Thejaswini J1*, Shreedhar Venkatesh2, Tasneem Nishah Shah3, Sreelakshmi U4

1,4Assistatn Professor, 2Professor and HOD, 3Associate Professor, Department of Obstetrics and Gynaecology, Vydehi institute of medical sciences and research Centre, # 82,Nallurahalli, Bangalore 560082, Karnataka, INDIA.

Email: thejaswinijpattadi@gmail.com

Research Article

 

Abstract               Aims: To study the incidence of congenital anomalies among the patients in department of obstetrics of Vydehi institute of obstetrics andgynaecology andthe contributing factors. Settings and Design: This was a prospective study was conducted between 1 January 2012 to 31 December 2012 at department of obstetrics and gynaecology of Vydehi institute of medical sciences and research centre. Methods and Material: All the pregnant patients attending the outpatient department of obstetrics and gynecology were included in the study.

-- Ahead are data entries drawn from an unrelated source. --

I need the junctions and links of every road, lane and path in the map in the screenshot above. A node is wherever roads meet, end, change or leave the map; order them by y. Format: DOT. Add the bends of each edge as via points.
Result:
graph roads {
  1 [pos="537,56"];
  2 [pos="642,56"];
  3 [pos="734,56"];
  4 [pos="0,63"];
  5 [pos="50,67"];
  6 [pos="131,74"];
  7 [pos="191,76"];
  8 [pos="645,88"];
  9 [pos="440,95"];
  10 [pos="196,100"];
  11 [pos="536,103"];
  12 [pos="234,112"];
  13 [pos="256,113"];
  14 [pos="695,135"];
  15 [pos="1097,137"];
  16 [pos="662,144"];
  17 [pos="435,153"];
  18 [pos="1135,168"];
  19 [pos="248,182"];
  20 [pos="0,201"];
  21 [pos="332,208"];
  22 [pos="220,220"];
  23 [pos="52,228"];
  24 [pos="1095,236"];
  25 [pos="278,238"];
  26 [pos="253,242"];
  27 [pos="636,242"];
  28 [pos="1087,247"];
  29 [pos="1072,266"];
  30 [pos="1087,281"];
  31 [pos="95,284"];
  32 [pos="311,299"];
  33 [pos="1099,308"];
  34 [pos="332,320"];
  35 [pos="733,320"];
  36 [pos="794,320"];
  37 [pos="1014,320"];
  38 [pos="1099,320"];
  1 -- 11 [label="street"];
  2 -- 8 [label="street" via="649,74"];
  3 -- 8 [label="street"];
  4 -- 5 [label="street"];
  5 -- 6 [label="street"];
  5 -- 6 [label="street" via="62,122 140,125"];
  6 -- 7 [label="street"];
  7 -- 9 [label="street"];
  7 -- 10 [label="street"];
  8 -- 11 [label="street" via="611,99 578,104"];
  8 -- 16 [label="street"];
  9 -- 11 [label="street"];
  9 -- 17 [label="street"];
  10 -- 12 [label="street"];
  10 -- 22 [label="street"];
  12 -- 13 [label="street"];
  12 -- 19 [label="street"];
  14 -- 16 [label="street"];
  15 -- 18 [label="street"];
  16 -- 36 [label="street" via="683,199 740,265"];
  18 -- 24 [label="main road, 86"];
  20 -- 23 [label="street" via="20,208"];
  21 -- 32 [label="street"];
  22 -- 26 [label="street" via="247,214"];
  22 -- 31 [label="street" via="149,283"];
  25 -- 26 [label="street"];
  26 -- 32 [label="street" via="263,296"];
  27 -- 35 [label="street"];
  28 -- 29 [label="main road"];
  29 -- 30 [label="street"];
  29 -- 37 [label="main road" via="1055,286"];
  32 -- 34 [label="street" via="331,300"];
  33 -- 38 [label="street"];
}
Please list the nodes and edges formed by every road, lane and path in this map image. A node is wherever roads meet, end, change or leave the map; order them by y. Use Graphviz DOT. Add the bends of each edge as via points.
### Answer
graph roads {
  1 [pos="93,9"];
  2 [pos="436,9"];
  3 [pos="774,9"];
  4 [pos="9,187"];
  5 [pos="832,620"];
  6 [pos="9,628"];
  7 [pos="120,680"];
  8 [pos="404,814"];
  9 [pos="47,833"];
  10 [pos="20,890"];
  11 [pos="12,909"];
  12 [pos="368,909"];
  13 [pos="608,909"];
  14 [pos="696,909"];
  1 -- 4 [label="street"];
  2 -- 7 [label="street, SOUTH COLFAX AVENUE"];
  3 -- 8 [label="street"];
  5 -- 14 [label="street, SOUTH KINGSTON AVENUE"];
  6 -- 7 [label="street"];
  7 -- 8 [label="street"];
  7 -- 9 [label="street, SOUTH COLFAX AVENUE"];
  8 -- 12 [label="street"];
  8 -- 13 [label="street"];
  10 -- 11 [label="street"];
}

Routine ante natal investigations were done. Additional investigations were done in patients with systemic diseases and obstetric complications. Detailed examination of the abortus and the fetus was done in patients who underwent abortion or delivered a still born fetus. Mothers who had live births were examined as a unit within first 24hours and the baby was followed up till 72 hours of life Results: The incidence of congenital anomalies in our study is 2.1% with central nervous system anomalies being most common among them accounting for 40% of the total anomalies.70% of the patients with anomalies were in the age group of 20 to 30 years.21% of the patients gave history of consanguinous marriage. Conclusions: This study helps to know the pattern of congenital anomalies in the teaching hospital and the various gestational and familial factors contributing to it. However this study was done in teaching hospital and the sample may not be representative of the population at large. Community based prospective studies are required to identify the pattern of anomalies and contributing factors.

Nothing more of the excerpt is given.